There are now 22 land managers in the Loch Ness area working together to create habitats for fragile species such as curlew, oystercatcher, redshank and lapwing.

More birds are returning to the region each year and there has been a significant rise in the number of nests which successfully produce chicks. In some areas there has been a 50% increase in moorland and wading birds over the past ten years, with curlew and lapwing the main beneficiary.

The Loch Ness Rural Communities Moorland Group covers 33,000 hectares of moorland spanning 32 miles from Fort Augustus to Farr and includes estates such as Garrogie, Aberarder, Dunmaglass, Glendoe and Corriegarth. Their collaborative approach to conservation is supported by the Game and Wildlife Conservation Trust and Royal Society for the Protection of Birds.

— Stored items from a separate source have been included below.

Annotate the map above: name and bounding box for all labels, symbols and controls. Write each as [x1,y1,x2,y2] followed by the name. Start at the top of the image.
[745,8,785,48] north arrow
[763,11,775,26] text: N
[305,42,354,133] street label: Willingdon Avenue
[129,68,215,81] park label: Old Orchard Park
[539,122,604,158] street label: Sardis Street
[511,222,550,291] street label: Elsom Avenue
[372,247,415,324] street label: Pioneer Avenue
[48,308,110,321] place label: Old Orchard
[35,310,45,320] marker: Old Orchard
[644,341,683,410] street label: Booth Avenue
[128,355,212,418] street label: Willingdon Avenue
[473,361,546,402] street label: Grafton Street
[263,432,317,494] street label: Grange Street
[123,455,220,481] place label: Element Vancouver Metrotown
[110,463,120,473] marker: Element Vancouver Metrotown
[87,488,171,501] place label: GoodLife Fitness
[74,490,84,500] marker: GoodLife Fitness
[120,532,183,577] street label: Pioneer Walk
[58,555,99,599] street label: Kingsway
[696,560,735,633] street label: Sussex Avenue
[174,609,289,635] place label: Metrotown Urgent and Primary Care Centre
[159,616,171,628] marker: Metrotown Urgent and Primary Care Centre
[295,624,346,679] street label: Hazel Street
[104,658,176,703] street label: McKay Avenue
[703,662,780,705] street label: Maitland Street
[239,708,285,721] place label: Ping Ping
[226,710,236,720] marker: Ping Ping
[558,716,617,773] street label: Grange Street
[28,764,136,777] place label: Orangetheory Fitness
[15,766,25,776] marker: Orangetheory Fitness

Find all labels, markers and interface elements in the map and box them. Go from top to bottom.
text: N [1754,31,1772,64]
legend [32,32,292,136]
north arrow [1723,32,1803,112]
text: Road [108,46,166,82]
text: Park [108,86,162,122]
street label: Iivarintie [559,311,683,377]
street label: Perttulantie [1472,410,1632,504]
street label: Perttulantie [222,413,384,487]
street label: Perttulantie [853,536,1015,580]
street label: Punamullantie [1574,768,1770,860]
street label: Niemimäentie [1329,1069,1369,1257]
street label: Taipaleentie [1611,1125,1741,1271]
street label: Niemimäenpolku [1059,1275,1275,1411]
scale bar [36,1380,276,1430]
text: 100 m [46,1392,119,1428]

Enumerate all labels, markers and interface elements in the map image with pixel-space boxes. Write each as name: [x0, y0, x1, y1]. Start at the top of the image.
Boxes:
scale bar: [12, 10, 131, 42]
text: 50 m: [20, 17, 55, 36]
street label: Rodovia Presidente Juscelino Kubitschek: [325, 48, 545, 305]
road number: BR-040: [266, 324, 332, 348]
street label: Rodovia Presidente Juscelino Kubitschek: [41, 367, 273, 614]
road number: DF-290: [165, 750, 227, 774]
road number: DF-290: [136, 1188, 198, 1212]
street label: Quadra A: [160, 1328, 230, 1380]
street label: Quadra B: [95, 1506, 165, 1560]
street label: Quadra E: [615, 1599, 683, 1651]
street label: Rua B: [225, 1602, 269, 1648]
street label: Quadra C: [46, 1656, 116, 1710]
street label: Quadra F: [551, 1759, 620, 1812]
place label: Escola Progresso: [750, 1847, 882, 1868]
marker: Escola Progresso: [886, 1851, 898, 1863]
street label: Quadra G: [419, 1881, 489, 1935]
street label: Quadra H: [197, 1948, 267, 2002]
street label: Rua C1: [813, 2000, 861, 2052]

Coordinator of the Loch Ness Rural Communities Moorland Group, Jenny McCallum, said: “Many of the farms and estates in the Loch Ness region are managing habitat specifically for waders. This means excluding livestock or keeping the stocking density low in areas where nesting is preferred and creating wader scrapes to allow chicks access to shallow, wet areas to feed on insects. Land managers are trained to carry out wader surveys in the spring to assess the breeding success.

“We also control predators such as carrion crows and foxes, which is an activity registered with Police Scotland and Scottish Natural Heritage and subject to stringent conditions," she continued. "This combination of methods helps the waders to nest successfully and we are delighted with the results.”

Other birds which benefit from the moorland management practices in the region include golden plover, snipe, greenshank, twite, hen harrier and dotterel. There are also 15 known black grouse 'leks' in the area – an area where male black grouse gather to display and fight to attract the attention of the females

Ken Fraser, who farms land at Gorthleck Mains and Migovie said: “It’s noticeable that the number of wading birds has really increased in recent years, particularly the curlew and lapwing, because of the way the land is managed. Over the past ten years their populations have certainly increased by 50% in my area.

“At this time of year the birds are courting and pairing up, which is an absolute joy to see and hear in the skies around you. I hear the calls of the curlews on a daily basis. We also see lots of black grouse leks every spring, an unforgettable spectacle. The past 10 years have shown that if we didn’t manage the land year-round, these fragile populations would be lost and may never recover,” he concluded.